Work to be completed: Please copy each line of the listing that includes the string "Capolino".

Task inputs:

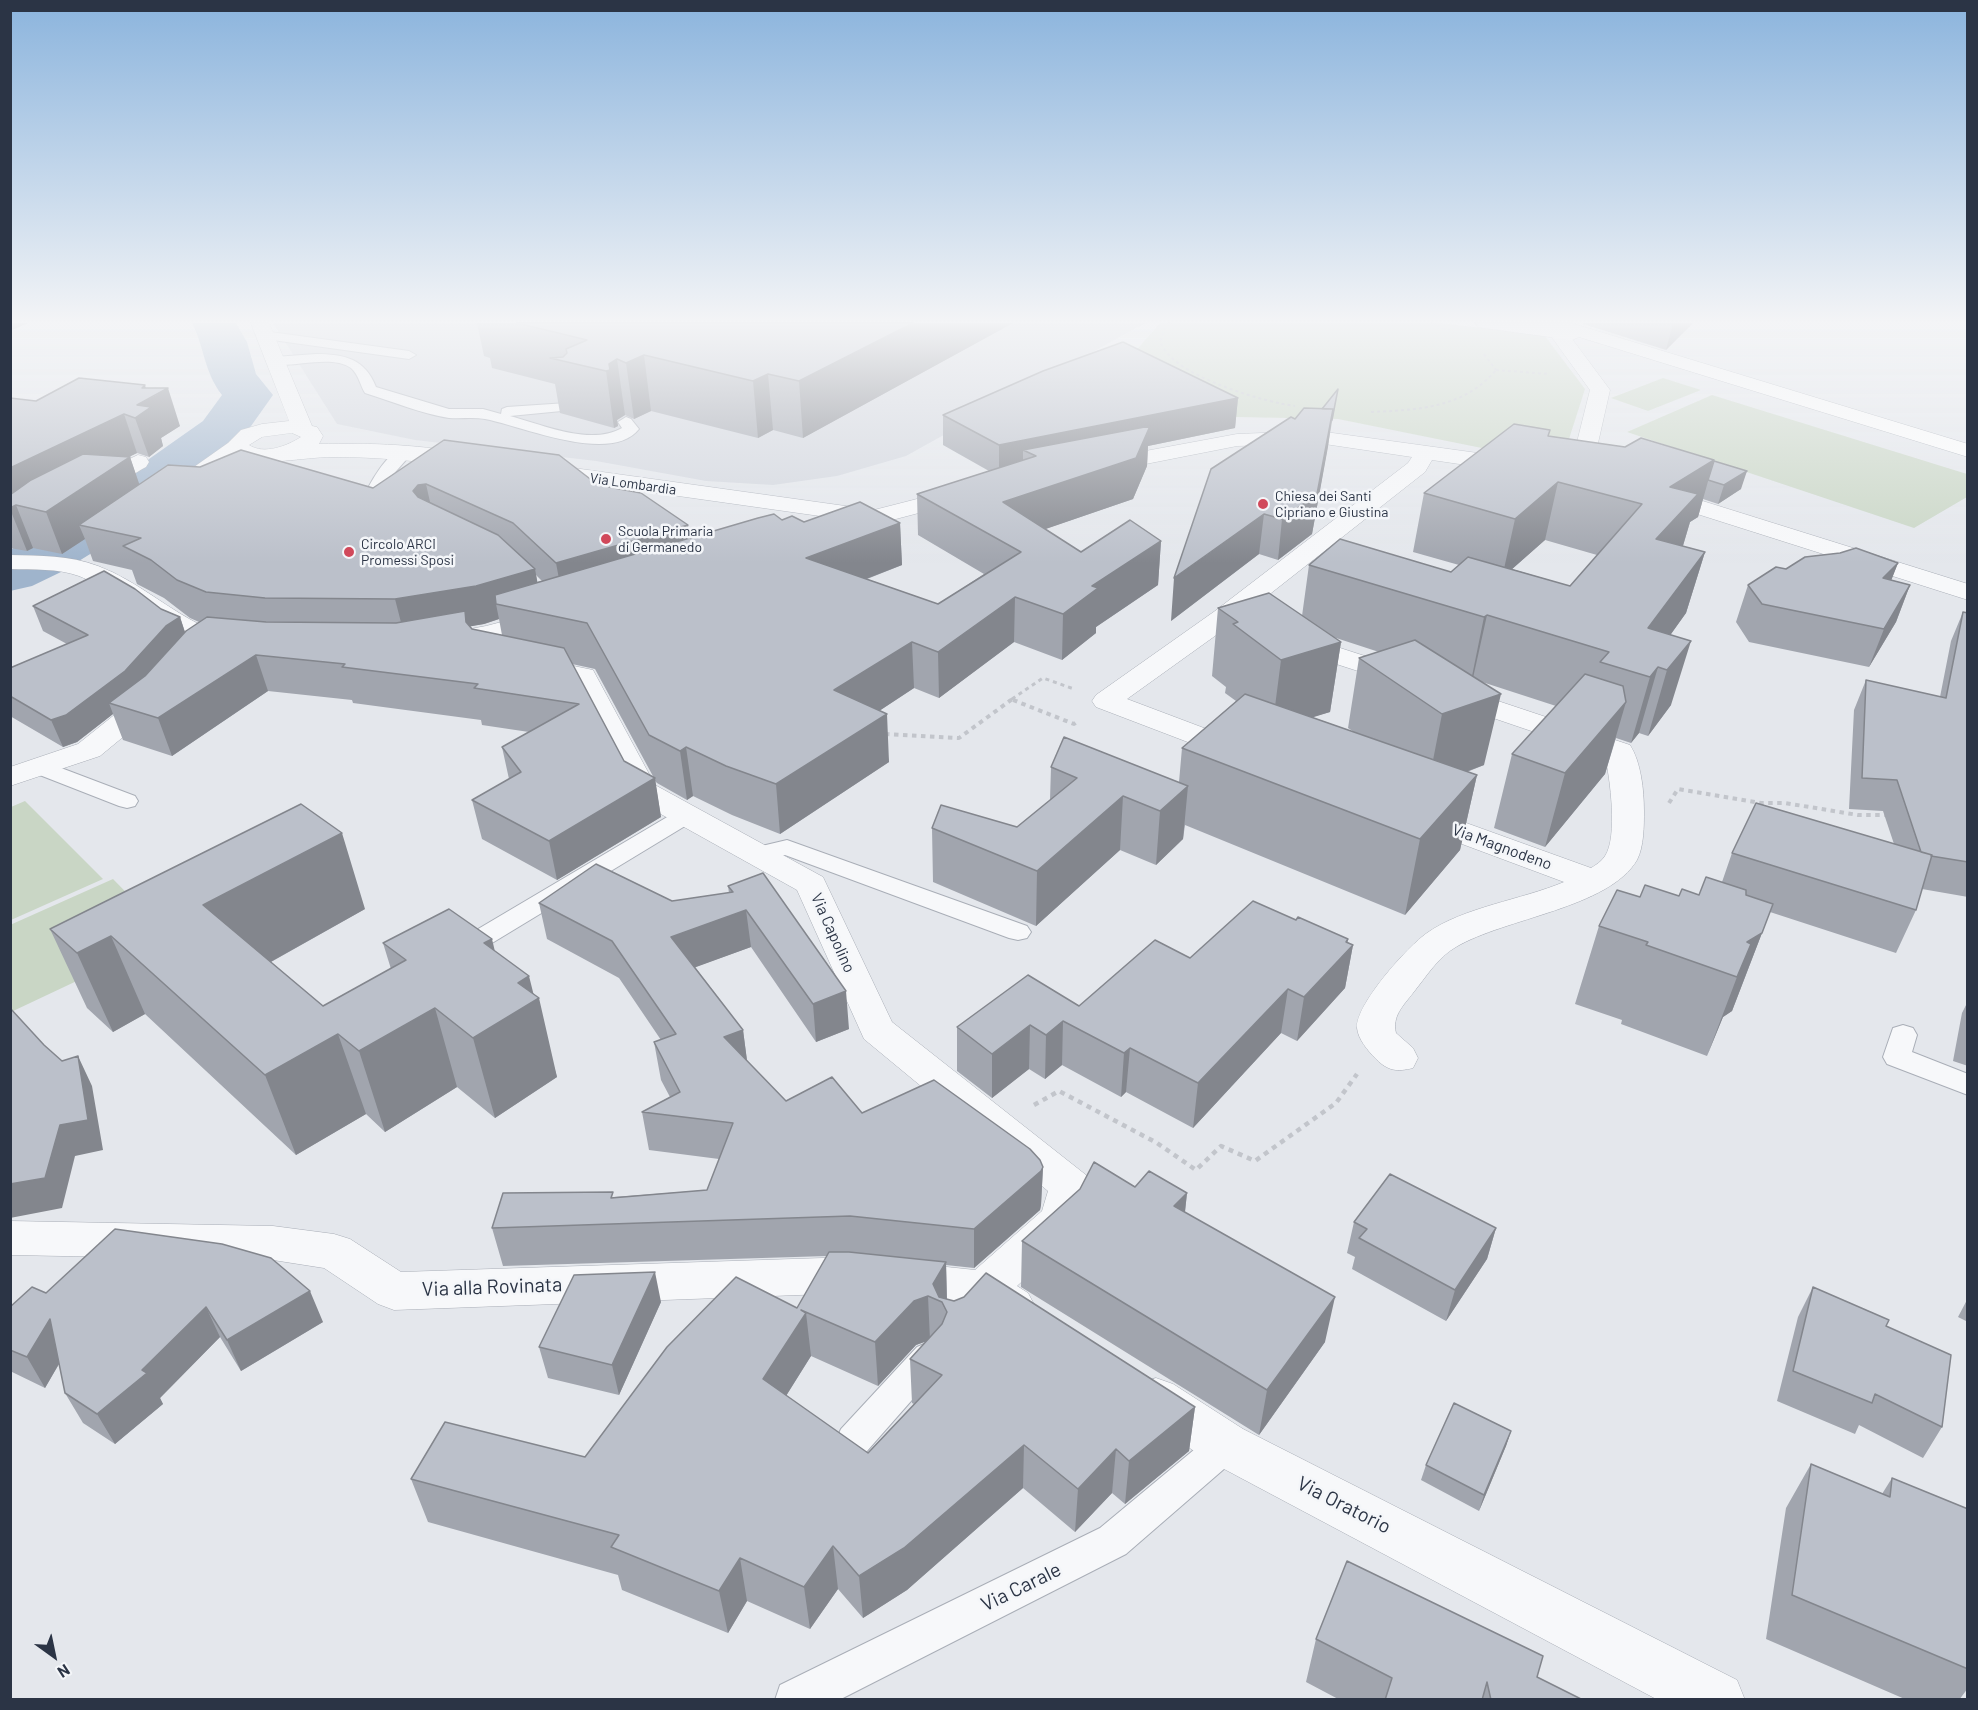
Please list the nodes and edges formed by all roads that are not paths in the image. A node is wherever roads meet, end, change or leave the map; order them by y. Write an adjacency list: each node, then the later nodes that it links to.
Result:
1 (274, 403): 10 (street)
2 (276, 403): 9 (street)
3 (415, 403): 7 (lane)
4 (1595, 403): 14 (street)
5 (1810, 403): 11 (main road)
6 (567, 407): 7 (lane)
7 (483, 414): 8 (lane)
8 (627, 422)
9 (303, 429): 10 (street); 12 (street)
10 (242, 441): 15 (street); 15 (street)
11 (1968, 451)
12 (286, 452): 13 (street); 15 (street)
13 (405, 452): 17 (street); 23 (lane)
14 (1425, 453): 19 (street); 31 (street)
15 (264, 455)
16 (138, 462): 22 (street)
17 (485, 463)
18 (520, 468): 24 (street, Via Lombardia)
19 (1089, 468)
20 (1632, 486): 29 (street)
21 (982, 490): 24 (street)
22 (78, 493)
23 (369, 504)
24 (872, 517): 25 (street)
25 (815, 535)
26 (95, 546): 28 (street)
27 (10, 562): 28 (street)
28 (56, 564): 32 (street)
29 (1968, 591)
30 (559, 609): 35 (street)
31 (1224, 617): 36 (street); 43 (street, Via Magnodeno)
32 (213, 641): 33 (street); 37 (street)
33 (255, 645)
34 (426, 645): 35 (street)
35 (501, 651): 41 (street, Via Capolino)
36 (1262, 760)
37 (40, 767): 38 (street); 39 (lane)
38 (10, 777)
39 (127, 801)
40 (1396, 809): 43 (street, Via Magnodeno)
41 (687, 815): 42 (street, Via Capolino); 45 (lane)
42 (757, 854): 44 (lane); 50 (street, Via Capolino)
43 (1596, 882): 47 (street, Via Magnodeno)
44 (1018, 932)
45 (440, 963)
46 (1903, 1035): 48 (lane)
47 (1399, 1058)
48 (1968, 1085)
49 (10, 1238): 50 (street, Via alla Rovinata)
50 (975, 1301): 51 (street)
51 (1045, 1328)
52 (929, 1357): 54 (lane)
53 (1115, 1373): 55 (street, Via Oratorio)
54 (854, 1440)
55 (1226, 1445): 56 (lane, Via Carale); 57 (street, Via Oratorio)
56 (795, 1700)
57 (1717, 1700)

--

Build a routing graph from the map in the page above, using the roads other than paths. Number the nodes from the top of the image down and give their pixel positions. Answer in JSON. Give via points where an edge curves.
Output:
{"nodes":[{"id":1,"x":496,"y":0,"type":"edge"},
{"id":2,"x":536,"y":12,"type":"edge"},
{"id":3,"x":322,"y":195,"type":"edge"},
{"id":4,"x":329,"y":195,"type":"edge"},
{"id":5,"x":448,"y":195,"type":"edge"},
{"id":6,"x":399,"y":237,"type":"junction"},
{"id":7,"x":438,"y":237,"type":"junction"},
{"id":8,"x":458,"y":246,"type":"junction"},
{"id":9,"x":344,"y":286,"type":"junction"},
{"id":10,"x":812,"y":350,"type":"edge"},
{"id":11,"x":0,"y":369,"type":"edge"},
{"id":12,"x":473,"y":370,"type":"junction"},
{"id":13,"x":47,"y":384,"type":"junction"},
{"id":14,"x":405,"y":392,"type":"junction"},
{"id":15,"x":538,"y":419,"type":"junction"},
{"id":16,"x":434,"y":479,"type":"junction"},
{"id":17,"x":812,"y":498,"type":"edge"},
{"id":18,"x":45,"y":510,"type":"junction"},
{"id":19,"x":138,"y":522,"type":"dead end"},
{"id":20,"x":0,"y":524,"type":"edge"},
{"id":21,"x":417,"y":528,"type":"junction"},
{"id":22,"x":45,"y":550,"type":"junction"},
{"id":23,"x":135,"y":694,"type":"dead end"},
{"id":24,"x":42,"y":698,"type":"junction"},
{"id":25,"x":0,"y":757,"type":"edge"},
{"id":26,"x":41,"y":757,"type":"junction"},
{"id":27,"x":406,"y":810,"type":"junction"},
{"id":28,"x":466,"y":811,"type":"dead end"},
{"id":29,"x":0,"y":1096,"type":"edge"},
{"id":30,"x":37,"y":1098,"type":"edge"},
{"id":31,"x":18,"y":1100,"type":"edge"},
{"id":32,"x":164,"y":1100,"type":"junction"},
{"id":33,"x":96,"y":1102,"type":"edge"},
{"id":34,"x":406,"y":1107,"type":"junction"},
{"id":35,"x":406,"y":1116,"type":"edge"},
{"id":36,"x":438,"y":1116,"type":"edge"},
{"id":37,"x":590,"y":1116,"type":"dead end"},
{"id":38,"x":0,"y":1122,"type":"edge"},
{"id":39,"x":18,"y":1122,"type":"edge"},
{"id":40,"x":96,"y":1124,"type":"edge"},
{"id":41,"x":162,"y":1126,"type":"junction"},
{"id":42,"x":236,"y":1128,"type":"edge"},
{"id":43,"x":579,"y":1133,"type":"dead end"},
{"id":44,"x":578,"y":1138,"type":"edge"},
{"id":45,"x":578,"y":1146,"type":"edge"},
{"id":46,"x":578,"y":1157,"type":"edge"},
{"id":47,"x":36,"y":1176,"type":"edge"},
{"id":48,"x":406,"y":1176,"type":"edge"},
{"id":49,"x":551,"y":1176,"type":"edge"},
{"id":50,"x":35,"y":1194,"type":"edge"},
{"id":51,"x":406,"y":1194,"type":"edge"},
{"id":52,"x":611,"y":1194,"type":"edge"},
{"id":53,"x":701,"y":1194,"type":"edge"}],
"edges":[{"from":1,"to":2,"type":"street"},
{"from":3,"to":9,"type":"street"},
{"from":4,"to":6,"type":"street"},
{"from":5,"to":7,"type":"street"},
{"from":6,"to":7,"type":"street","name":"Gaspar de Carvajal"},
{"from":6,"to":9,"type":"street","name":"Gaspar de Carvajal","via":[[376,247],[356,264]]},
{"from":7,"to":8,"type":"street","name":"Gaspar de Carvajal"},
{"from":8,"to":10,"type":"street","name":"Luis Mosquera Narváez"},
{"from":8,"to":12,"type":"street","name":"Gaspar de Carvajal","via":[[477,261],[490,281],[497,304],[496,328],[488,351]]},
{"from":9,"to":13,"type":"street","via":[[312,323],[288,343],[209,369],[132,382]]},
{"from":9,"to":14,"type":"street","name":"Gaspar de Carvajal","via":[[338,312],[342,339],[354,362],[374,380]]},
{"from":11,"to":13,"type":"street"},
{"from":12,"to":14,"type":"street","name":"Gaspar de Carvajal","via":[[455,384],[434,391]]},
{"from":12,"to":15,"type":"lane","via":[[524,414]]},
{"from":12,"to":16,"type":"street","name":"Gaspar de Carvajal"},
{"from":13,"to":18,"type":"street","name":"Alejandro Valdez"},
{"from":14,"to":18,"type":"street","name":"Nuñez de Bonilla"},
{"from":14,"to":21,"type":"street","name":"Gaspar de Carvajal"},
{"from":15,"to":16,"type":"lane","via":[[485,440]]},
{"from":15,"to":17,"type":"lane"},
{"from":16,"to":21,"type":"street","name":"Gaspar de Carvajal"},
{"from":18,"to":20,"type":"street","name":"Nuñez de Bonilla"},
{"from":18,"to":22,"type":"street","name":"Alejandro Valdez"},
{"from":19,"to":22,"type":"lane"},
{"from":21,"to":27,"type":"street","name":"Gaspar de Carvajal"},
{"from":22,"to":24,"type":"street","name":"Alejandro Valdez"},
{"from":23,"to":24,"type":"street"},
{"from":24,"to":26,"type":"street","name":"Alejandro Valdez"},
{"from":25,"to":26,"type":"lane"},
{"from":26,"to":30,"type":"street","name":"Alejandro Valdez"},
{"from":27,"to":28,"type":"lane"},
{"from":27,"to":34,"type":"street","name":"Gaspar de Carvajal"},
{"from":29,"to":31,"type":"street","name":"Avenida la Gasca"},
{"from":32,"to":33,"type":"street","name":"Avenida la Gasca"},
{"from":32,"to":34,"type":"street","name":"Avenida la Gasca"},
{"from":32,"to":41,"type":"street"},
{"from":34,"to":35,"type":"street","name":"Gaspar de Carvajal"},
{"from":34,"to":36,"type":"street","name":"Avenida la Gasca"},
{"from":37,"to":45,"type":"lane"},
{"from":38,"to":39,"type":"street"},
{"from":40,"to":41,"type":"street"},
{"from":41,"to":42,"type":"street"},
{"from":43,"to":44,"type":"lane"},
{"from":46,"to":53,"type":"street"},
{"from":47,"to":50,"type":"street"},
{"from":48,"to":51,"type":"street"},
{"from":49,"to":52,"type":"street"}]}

Exercise result:
35 (501, 651): 41 (street, Via Capolino)
41 (687, 815): 42 (street, Via Capolino); 45 (lane)
42 (757, 854): 44 (lane); 50 (street, Via Capolino)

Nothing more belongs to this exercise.